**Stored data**
————————

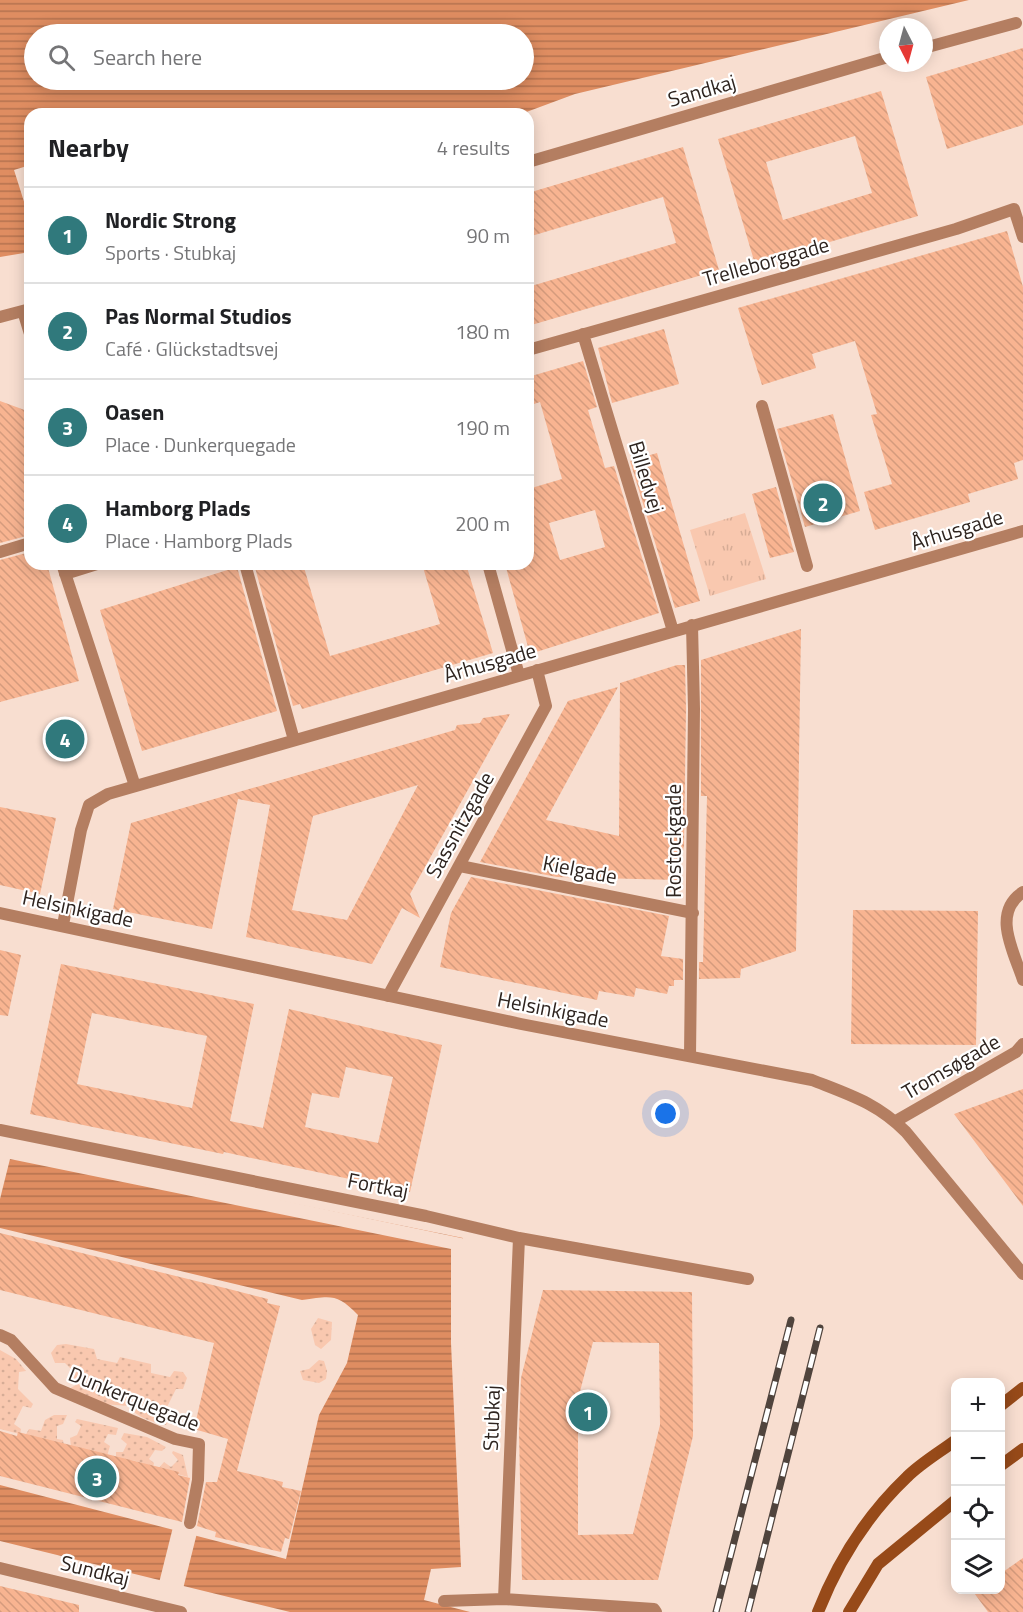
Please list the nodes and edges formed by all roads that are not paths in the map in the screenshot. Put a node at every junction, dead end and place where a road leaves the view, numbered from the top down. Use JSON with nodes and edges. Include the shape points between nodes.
{"nodes":[{"id":1,"x":1016,"y":23,"type":"dead end"},
{"id":2,"x":933,"y":46,"type":"edge"},
{"id":3,"x":879,"y":60,"type":"edge"},
{"id":4,"x":534,"y":160,"type":"edge"},
{"id":5,"x":1023,"y":237,"type":"edge"},
{"id":6,"x":24,"y":311,"type":"edge"},
{"id":7,"x":0,"y":317,"type":"edge"},
{"id":8,"x":583,"y":334,"type":"junction"},
{"id":9,"x":534,"y":348,"type":"edge"},
{"id":10,"x":762,"y":406,"type":"dead end"},
{"id":11,"x":1023,"y":531,"type":"edge"},
{"id":12,"x":24,"y":545,"type":"edge"},
{"id":13,"x":0,"y":552,"type":"edge"},
{"id":14,"x":807,"y":566,"type":"dead end"},
{"id":15,"x":64,"y":570,"type":"edge"},
{"id":16,"x":248,"y":570,"type":"edge"},
{"id":17,"x":490,"y":570,"type":"edge"},
{"id":18,"x":692,"y":625,"type":"junction"},
{"id":19,"x":673,"y":631,"type":"junction"},
{"id":20,"x":537,"y":670,"type":"junction"},
{"id":21,"x":519,"y":675,"type":"junction"},
{"id":22,"x":294,"y":740,"type":"junction"},
{"id":23,"x":135,"y":786,"type":"junction"},
{"id":24,"x":460,"y":866,"type":"junction"},
{"id":25,"x":1023,"y":892,"type":"edge"},
{"id":26,"x":693,"y":913,"type":"junction"},
{"id":27,"x":0,"y":914,"type":"edge"},
{"id":28,"x":63,"y":926,"type":"junction"},
{"id":29,"x":1023,"y":980,"type":"edge"},
{"id":30,"x":388,"y":996,"type":"junction"},
{"id":31,"x":1023,"y":1044,"type":"edge"},
{"id":32,"x":690,"y":1056,"type":"junction"},
{"id":33,"x":896,"y":1121,"type":"junction"},
{"id":34,"x":0,"y":1130,"type":"edge"},
{"id":35,"x":519,"y":1238,"type":"junction"},
{"id":36,"x":1023,"y":1274,"type":"edge"},
{"id":37,"x":748,"y":1279,"type":"dead end"},
{"id":38,"x":0,"y":1335,"type":"edge"},
{"id":39,"x":1023,"y":1388,"type":"edge"},
{"id":40,"x":1005,"y":1402,"type":"edge"},
{"id":41,"x":951,"y":1444,"type":"edge"},
{"id":42,"x":1023,"y":1449,"type":"edge"},
{"id":43,"x":1005,"y":1462,"type":"edge"},
{"id":44,"x":951,"y":1504,"type":"edge"},
{"id":45,"x":190,"y":1522,"type":"dead end"},
{"id":46,"x":0,"y":1568,"type":"edge"},
{"id":47,"x":504,"y":1599,"type":"junction"},
{"id":48,"x":444,"y":1601,"type":"dead end"},
{"id":49,"x":181,"y":1612,"type":"edge"},
{"id":50,"x":656,"y":1612,"type":"edge"},
{"id":51,"x":818,"y":1612,"type":"edge"},
{"id":52,"x":849,"y":1612,"type":"edge"}],
"edges":[{"from":1,"to":2,"type":"street"},
{"from":3,"to":4,"type":"street","name":"Sandkaj"},
{"from":5,"to":8,"type":"street","name":"Trelleborggade","via":[[1014,209],[956,229]]},
{"from":6,"to":7,"type":"street"},
{"from":8,"to":9,"type":"street","name":"Trelleborggade"},
{"from":8,"to":19,"type":"street","name":"Billedvej"},
{"from":10,"to":14,"type":"street"},
{"from":11,"to":18,"type":"street","name":"Århusgade"},
{"from":12,"to":13,"type":"street"},
{"from":15,"to":23,"type":"street"},
{"from":16,"to":22,"type":"street"},
{"from":17,"to":21,"type":"street"},
{"from":18,"to":19,"type":"street","name":"Århusgade"},
{"from":18,"to":26,"type":"street","name":"Rostockgade"},
{"from":19,"to":20,"type":"street","name":"Århusgade"},
{"from":20,"to":21,"type":"street","name":"Århusgade"},
{"from":20,"to":24,"type":"street","name":"Sassnitzgade","via":[[546,706]]},
{"from":21,"to":22,"type":"street","name":"Århusgade"},
{"from":22,"to":23,"type":"street","name":"Århusgade"},
{"from":23,"to":28,"type":"street","name":"Århusgade","via":[[89,805]]},
{"from":24,"to":26,"type":"street","name":"Kielgade"},
{"from":24,"to":30,"type":"street","name":"Sassnitzgade"},
{"from":25,"to":29,"type":"street","via":[[1011,902],[1006,913]]},
{"from":26,"to":32,"type":"street","name":"Rostockgade"},
{"from":27,"to":28,"type":"street","name":"Helsinkigade"},
{"from":28,"to":30,"type":"street","name":"Helsinkigade"},
{"from":30,"to":32,"type":"street","name":"Helsinkigade"},
{"from":31,"to":33,"type":"street","name":"Tromsøgade","via":[[1016,1052]]},
{"from":32,"to":33,"type":"street","name":"Helsinkigade","via":[[812,1080],[844,1091]]},
{"from":33,"to":36,"type":"street","name":"Helsinkigade"},
{"from":34,"to":35,"type":"street","name":"Fortkaj"},
{"from":35,"to":37,"type":"street","name":"Fortkaj"},
{"from":35,"to":47,"type":"street","name":"Stubkaj"},
{"from":38,"to":45,"type":"street","name":"Dunkerquegade","via":[[11,1340],[55,1388],[175,1439],[200,1444]]},
{"from":39,"to":40,"type":"street"},
{"from":41,"to":51,"type":"street","via":[[908,1475],[867,1521],[838,1565]]},
{"from":42,"to":43,"type":"street"},
{"from":44,"to":52,"type":"street","via":[[878,1564]]},
{"from":46,"to":49,"type":"street","name":"Sundkaj"},
{"from":47,"to":48,"type":"street"},
{"from":47,"to":50,"type":"street"}]}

————————

**Description of the task**
Repeat, exactly and in full, every entry in the data, but not the pictures.

**Solution to the exercise**
Please list the nodes and edges formed by all roads that are not paths in the map in the screenshot. Put a node at every junction, dead end and place where a road leaves the view, numbered from the top down. Use JSON with nodes and edges. Include the shape points between nodes.
{"nodes":[{"id":1,"x":1016,"y":23,"type":"dead end"},
{"id":2,"x":933,"y":46,"type":"edge"},
{"id":3,"x":879,"y":60,"type":"edge"},
{"id":4,"x":534,"y":160,"type":"edge"},
{"id":5,"x":1023,"y":237,"type":"edge"},
{"id":6,"x":24,"y":311,"type":"edge"},
{"id":7,"x":0,"y":317,"type":"edge"},
{"id":8,"x":583,"y":334,"type":"junction"},
{"id":9,"x":534,"y":348,"type":"edge"},
{"id":10,"x":762,"y":406,"type":"dead end"},
{"id":11,"x":1023,"y":531,"type":"edge"},
{"id":12,"x":24,"y":545,"type":"edge"},
{"id":13,"x":0,"y":552,"type":"edge"},
{"id":14,"x":807,"y":566,"type":"dead end"},
{"id":15,"x":64,"y":570,"type":"edge"},
{"id":16,"x":248,"y":570,"type":"edge"},
{"id":17,"x":490,"y":570,"type":"edge"},
{"id":18,"x":692,"y":625,"type":"junction"},
{"id":19,"x":673,"y":631,"type":"junction"},
{"id":20,"x":537,"y":670,"type":"junction"},
{"id":21,"x":519,"y":675,"type":"junction"},
{"id":22,"x":294,"y":740,"type":"junction"},
{"id":23,"x":135,"y":786,"type":"junction"},
{"id":24,"x":460,"y":866,"type":"junction"},
{"id":25,"x":1023,"y":892,"type":"edge"},
{"id":26,"x":693,"y":913,"type":"junction"},
{"id":27,"x":0,"y":914,"type":"edge"},
{"id":28,"x":63,"y":926,"type":"junction"},
{"id":29,"x":1023,"y":980,"type":"edge"},
{"id":30,"x":388,"y":996,"type":"junction"},
{"id":31,"x":1023,"y":1044,"type":"edge"},
{"id":32,"x":690,"y":1056,"type":"junction"},
{"id":33,"x":896,"y":1121,"type":"junction"},
{"id":34,"x":0,"y":1130,"type":"edge"},
{"id":35,"x":519,"y":1238,"type":"junction"},
{"id":36,"x":1023,"y":1274,"type":"edge"},
{"id":37,"x":748,"y":1279,"type":"dead end"},
{"id":38,"x":0,"y":1335,"type":"edge"},
{"id":39,"x":1023,"y":1388,"type":"edge"},
{"id":40,"x":1005,"y":1402,"type":"edge"},
{"id":41,"x":951,"y":1444,"type":"edge"},
{"id":42,"x":1023,"y":1449,"type":"edge"},
{"id":43,"x":1005,"y":1462,"type":"edge"},
{"id":44,"x":951,"y":1504,"type":"edge"},
{"id":45,"x":190,"y":1522,"type":"dead end"},
{"id":46,"x":0,"y":1568,"type":"edge"},
{"id":47,"x":504,"y":1599,"type":"junction"},
{"id":48,"x":444,"y":1601,"type":"dead end"},
{"id":49,"x":181,"y":1612,"type":"edge"},
{"id":50,"x":656,"y":1612,"type":"edge"},
{"id":51,"x":818,"y":1612,"type":"edge"},
{"id":52,"x":849,"y":1612,"type":"edge"}],
"edges":[{"from":1,"to":2,"type":"street"},
{"from":3,"to":4,"type":"street","name":"Sandkaj"},
{"from":5,"to":8,"type":"street","name":"Trelleborggade","via":[[1014,209],[956,229]]},
{"from":6,"to":7,"type":"street"},
{"from":8,"to":9,"type":"street","name":"Trelleborggade"},
{"from":8,"to":19,"type":"street","name":"Billedvej"},
{"from":10,"to":14,"type":"street"},
{"from":11,"to":18,"type":"street","name":"Århusgade"},
{"from":12,"to":13,"type":"street"},
{"from":15,"to":23,"type":"street"},
{"from":16,"to":22,"type":"street"},
{"from":17,"to":21,"type":"street"},
{"from":18,"to":19,"type":"street","name":"Århusgade"},
{"from":18,"to":26,"type":"street","name":"Rostockgade"},
{"from":19,"to":20,"type":"street","name":"Århusgade"},
{"from":20,"to":21,"type":"street","name":"Århusgade"},
{"from":20,"to":24,"type":"street","name":"Sassnitzgade","via":[[546,706]]},
{"from":21,"to":22,"type":"street","name":"Århusgade"},
{"from":22,"to":23,"type":"street","name":"Århusgade"},
{"from":23,"to":28,"type":"street","name":"Århusgade","via":[[89,805]]},
{"from":24,"to":26,"type":"street","name":"Kielgade"},
{"from":24,"to":30,"type":"street","name":"Sassnitzgade"},
{"from":25,"to":29,"type":"street","via":[[1011,902],[1006,913]]},
{"from":26,"to":32,"type":"street","name":"Rostockgade"},
{"from":27,"to":28,"type":"street","name":"Helsinkigade"},
{"from":28,"to":30,"type":"street","name":"Helsinkigade"},
{"from":30,"to":32,"type":"street","name":"Helsinkigade"},
{"from":31,"to":33,"type":"street","name":"Tromsøgade","via":[[1016,1052]]},
{"from":32,"to":33,"type":"street","name":"Helsinkigade","via":[[812,1080],[844,1091]]},
{"from":33,"to":36,"type":"street","name":"Helsinkigade"},
{"from":34,"to":35,"type":"street","name":"Fortkaj"},
{"from":35,"to":37,"type":"street","name":"Fortkaj"},
{"from":35,"to":47,"type":"street","name":"Stubkaj"},
{"from":38,"to":45,"type":"street","name":"Dunkerquegade","via":[[11,1340],[55,1388],[175,1439],[200,1444]]},
{"from":39,"to":40,"type":"street"},
{"from":41,"to":51,"type":"street","via":[[908,1475],[867,1521],[838,1565]]},
{"from":42,"to":43,"type":"street"},
{"from":44,"to":52,"type":"street","via":[[878,1564]]},
{"from":46,"to":49,"type":"street","name":"Sundkaj"},
{"from":47,"to":48,"type":"street"},
{"from":47,"to":50,"type":"street"}]}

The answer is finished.